[Excerpts from a dataset]
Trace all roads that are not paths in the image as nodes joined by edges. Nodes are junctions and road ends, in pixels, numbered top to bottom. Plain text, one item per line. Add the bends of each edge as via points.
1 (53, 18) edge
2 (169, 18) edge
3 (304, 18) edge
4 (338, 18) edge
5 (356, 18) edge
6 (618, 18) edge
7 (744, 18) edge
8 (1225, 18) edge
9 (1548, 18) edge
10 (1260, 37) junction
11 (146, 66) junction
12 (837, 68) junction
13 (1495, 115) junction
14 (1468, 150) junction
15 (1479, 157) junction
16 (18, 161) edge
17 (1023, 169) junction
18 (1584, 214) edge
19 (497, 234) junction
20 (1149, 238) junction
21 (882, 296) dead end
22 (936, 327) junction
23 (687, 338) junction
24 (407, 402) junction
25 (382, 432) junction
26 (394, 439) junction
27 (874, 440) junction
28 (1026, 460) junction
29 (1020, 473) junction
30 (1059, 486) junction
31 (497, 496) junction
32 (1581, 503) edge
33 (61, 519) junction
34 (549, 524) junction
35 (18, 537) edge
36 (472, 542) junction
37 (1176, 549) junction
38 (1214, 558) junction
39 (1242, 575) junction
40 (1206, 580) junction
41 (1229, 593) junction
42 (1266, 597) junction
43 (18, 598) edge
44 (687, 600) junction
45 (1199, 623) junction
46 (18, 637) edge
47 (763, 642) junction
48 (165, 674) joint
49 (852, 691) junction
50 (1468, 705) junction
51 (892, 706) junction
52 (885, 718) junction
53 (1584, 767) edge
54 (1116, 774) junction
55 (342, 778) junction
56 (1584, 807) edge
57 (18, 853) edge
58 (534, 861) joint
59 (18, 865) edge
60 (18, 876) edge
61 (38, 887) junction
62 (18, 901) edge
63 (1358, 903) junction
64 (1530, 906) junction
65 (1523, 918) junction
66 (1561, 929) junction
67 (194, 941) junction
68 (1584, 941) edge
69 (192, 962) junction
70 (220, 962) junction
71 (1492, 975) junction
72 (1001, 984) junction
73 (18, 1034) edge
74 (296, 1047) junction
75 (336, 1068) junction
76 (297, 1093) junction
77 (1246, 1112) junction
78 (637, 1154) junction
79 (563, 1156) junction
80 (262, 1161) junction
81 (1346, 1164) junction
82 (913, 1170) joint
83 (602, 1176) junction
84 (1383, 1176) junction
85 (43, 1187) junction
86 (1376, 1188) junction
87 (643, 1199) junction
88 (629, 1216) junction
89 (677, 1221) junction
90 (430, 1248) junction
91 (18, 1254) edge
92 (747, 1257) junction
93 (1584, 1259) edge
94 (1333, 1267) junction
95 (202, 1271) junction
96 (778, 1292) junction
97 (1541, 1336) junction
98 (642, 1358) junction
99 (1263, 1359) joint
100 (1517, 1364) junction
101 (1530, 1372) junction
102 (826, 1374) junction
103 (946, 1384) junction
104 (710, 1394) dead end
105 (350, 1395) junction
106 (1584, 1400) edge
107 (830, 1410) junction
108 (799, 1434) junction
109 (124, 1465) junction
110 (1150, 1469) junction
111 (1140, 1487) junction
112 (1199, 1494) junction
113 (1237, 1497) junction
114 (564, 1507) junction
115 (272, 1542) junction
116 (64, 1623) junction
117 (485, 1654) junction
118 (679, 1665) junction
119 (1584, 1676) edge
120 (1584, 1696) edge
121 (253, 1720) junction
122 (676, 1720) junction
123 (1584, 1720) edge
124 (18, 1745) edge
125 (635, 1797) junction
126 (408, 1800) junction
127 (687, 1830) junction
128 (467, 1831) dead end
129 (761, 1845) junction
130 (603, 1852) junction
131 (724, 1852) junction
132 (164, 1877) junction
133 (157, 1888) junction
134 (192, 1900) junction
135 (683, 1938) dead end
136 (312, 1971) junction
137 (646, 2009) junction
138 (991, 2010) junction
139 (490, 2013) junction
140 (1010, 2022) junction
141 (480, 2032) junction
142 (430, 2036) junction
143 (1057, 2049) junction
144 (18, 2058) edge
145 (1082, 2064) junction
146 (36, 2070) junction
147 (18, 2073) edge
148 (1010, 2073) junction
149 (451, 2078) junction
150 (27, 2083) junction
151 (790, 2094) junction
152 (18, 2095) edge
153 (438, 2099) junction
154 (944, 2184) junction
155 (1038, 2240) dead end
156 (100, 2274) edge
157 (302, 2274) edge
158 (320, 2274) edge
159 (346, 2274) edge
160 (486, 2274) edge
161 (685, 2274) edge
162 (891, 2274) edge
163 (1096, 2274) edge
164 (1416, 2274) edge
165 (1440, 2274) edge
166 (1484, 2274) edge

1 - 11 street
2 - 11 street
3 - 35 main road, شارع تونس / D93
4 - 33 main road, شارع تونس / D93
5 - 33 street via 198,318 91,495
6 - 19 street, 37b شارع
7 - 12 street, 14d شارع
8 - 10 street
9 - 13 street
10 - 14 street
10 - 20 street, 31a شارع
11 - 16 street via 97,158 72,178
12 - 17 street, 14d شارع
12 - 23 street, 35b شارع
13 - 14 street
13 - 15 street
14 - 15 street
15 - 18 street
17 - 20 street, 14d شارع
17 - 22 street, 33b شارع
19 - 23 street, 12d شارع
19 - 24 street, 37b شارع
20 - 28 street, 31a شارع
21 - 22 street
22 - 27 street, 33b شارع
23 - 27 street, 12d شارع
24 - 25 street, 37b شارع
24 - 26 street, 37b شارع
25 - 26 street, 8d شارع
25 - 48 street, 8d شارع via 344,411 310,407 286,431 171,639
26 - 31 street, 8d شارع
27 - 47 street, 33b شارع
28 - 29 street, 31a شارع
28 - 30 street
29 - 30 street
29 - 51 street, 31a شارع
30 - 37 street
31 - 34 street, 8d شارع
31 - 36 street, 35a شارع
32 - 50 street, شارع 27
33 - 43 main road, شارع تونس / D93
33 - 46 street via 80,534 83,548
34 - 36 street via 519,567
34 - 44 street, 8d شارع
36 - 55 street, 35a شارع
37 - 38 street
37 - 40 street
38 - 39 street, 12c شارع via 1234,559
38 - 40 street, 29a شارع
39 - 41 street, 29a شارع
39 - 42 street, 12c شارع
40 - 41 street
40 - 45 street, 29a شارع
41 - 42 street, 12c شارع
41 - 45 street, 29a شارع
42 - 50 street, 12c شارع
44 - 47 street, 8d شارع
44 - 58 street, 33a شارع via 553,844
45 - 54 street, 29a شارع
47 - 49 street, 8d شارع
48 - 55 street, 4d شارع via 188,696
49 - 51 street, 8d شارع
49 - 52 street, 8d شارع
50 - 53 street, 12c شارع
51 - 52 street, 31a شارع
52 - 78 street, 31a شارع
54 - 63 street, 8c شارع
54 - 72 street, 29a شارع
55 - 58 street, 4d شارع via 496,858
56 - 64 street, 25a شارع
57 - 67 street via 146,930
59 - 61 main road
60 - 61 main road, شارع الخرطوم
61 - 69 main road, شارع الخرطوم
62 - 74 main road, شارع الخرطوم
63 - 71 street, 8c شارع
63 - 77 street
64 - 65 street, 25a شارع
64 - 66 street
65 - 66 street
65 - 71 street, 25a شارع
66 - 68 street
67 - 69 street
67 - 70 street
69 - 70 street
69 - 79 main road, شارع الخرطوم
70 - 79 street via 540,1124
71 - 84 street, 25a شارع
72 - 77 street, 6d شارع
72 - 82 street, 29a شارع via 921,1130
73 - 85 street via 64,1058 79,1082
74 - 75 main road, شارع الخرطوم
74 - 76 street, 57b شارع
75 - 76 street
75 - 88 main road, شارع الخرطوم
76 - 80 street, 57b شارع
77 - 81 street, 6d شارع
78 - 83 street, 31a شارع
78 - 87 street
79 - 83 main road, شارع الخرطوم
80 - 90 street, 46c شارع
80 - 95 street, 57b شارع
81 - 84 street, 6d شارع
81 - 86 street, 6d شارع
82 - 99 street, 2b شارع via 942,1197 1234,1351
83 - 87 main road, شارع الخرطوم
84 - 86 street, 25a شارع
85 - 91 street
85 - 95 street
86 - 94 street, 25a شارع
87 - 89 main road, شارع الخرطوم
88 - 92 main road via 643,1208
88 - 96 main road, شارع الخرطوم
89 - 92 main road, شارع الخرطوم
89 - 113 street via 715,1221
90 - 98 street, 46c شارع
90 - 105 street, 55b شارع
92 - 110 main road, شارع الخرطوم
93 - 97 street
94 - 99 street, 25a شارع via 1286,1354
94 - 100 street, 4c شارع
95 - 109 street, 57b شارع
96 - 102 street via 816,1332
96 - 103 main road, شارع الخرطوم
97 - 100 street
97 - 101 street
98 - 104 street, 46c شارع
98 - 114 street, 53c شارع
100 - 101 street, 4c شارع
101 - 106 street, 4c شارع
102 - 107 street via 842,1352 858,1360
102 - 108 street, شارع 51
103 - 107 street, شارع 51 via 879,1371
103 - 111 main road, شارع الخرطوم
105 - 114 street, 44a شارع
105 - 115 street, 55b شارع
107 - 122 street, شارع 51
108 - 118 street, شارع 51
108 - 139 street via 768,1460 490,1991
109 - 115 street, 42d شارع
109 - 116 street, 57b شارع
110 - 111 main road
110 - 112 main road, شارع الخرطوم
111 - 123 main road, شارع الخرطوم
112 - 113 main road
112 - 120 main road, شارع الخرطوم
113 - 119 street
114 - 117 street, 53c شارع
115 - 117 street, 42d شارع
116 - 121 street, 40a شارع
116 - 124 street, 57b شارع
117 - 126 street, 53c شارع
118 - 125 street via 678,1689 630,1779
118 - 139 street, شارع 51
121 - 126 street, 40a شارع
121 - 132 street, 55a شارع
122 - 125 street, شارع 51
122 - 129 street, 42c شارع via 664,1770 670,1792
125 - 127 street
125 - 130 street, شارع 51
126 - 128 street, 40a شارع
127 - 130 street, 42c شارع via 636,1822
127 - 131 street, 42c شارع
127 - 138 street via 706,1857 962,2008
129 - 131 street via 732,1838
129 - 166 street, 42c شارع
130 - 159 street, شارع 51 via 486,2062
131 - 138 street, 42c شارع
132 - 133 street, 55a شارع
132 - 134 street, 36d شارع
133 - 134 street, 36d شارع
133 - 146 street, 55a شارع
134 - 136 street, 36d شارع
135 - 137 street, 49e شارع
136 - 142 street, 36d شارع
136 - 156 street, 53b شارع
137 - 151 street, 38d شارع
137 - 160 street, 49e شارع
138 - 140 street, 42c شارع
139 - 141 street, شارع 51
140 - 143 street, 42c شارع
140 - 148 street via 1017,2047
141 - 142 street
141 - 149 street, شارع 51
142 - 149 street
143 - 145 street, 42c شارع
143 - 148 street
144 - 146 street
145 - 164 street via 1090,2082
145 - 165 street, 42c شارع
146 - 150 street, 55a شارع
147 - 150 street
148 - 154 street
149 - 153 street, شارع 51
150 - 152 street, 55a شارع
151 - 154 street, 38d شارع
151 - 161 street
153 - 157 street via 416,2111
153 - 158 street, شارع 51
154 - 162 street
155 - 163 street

• [EXERCISE PROMPT]: For each line in the entries that holds "تونس", return that line.

• [RESULT OF THE TASK]:
3 - 35 main road, شارع تونس / D93
4 - 33 main road, شارع تونس / D93
33 - 43 main road, شارع تونس / D93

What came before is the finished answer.